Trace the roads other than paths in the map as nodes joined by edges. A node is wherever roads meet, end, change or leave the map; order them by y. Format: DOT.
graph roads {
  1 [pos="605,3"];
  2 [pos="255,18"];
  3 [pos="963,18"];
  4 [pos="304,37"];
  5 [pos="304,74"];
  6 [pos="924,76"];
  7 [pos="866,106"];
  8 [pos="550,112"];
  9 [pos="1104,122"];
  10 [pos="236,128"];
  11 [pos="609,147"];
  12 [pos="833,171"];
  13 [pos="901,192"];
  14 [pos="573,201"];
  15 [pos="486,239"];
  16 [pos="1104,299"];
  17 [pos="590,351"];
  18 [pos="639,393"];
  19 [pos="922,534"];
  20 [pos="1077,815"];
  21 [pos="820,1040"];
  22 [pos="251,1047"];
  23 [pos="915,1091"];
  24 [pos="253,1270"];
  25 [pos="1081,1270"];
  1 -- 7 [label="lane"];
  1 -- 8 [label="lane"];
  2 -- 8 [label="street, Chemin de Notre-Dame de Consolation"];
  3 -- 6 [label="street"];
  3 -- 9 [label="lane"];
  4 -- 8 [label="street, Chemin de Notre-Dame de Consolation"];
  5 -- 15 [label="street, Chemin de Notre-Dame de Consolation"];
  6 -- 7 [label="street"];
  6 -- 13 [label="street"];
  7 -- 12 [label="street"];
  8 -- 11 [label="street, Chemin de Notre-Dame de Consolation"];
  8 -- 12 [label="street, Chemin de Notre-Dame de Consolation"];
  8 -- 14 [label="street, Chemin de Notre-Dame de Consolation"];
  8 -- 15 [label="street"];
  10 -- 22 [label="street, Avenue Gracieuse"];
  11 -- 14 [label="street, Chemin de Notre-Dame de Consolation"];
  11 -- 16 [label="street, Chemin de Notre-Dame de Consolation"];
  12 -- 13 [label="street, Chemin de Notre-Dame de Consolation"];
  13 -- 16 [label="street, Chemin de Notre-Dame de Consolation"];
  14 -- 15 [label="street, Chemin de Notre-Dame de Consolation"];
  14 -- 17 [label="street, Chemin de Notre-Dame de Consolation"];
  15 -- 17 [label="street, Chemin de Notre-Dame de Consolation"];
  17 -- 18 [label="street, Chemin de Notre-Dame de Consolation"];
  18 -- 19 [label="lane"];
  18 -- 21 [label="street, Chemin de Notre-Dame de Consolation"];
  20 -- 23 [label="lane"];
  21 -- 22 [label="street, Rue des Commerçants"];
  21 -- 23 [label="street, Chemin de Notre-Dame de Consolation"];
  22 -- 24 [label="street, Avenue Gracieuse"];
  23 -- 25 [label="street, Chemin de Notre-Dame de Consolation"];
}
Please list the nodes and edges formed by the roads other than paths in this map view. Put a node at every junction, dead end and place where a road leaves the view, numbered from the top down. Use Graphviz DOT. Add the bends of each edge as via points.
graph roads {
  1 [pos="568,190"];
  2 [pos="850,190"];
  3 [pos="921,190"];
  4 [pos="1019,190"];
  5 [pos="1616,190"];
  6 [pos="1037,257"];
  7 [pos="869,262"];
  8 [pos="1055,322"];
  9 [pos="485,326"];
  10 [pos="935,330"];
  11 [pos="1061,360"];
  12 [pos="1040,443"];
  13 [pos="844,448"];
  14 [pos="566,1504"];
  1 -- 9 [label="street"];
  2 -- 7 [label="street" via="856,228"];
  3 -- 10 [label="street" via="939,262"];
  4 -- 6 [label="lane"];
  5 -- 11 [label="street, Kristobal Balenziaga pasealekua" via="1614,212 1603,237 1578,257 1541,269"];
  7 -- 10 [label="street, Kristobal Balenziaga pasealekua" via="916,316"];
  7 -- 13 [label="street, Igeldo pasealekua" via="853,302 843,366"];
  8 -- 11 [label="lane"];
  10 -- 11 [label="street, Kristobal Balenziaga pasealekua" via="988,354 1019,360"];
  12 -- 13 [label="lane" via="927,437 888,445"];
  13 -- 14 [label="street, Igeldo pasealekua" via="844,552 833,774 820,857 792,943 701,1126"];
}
◇ ◇ ◇
ABOUT THIS TASK
Only the lines from the one with "Please list the" through the end of the records above are to be copied, exactly as written.

RESULT OF THE TASK
Please list the nodes and edges formed by the roads other than paths in this map view. Put a node at every junction, dead end and place where a road leaves the view, numbered from the top down. Use Graphviz DOT. Add the bends of each edge as via points.
graph roads {
  1 [pos="568,190"];
  2 [pos="850,190"];
  3 [pos="921,190"];
  4 [pos="1019,190"];
  5 [pos="1616,190"];
  6 [pos="1037,257"];
  7 [pos="869,262"];
  8 [pos="1055,322"];
  9 [pos="485,326"];
  10 [pos="935,330"];
  11 [pos="1061,360"];
  12 [pos="1040,443"];
  13 [pos="844,448"];
  14 [pos="566,1504"];
  1 -- 9 [label="street"];
  2 -- 7 [label="street" via="856,228"];
  3 -- 10 [label="street" via="939,262"];
  4 -- 6 [label="lane"];
  5 -- 11 [label="street, Kristobal Balenziaga pasealekua" via="1614,212 1603,237 1578,257 1541,269"];
  7 -- 10 [label="street, Kristobal Balenziaga pasealekua" via="916,316"];
  7 -- 13 [label="street, Igeldo pasealekua" via="853,302 843,366"];
  8 -- 11 [label="lane"];
  10 -- 11 [label="street, Kristobal Balenziaga pasealekua" via="988,354 1019,360"];
  12 -- 13 [label="lane" via="927,437 888,445"];
  13 -- 14 [label="street, Igeldo pasealekua" via="844,552 833,774 820,857 792,943 701,1126"];
}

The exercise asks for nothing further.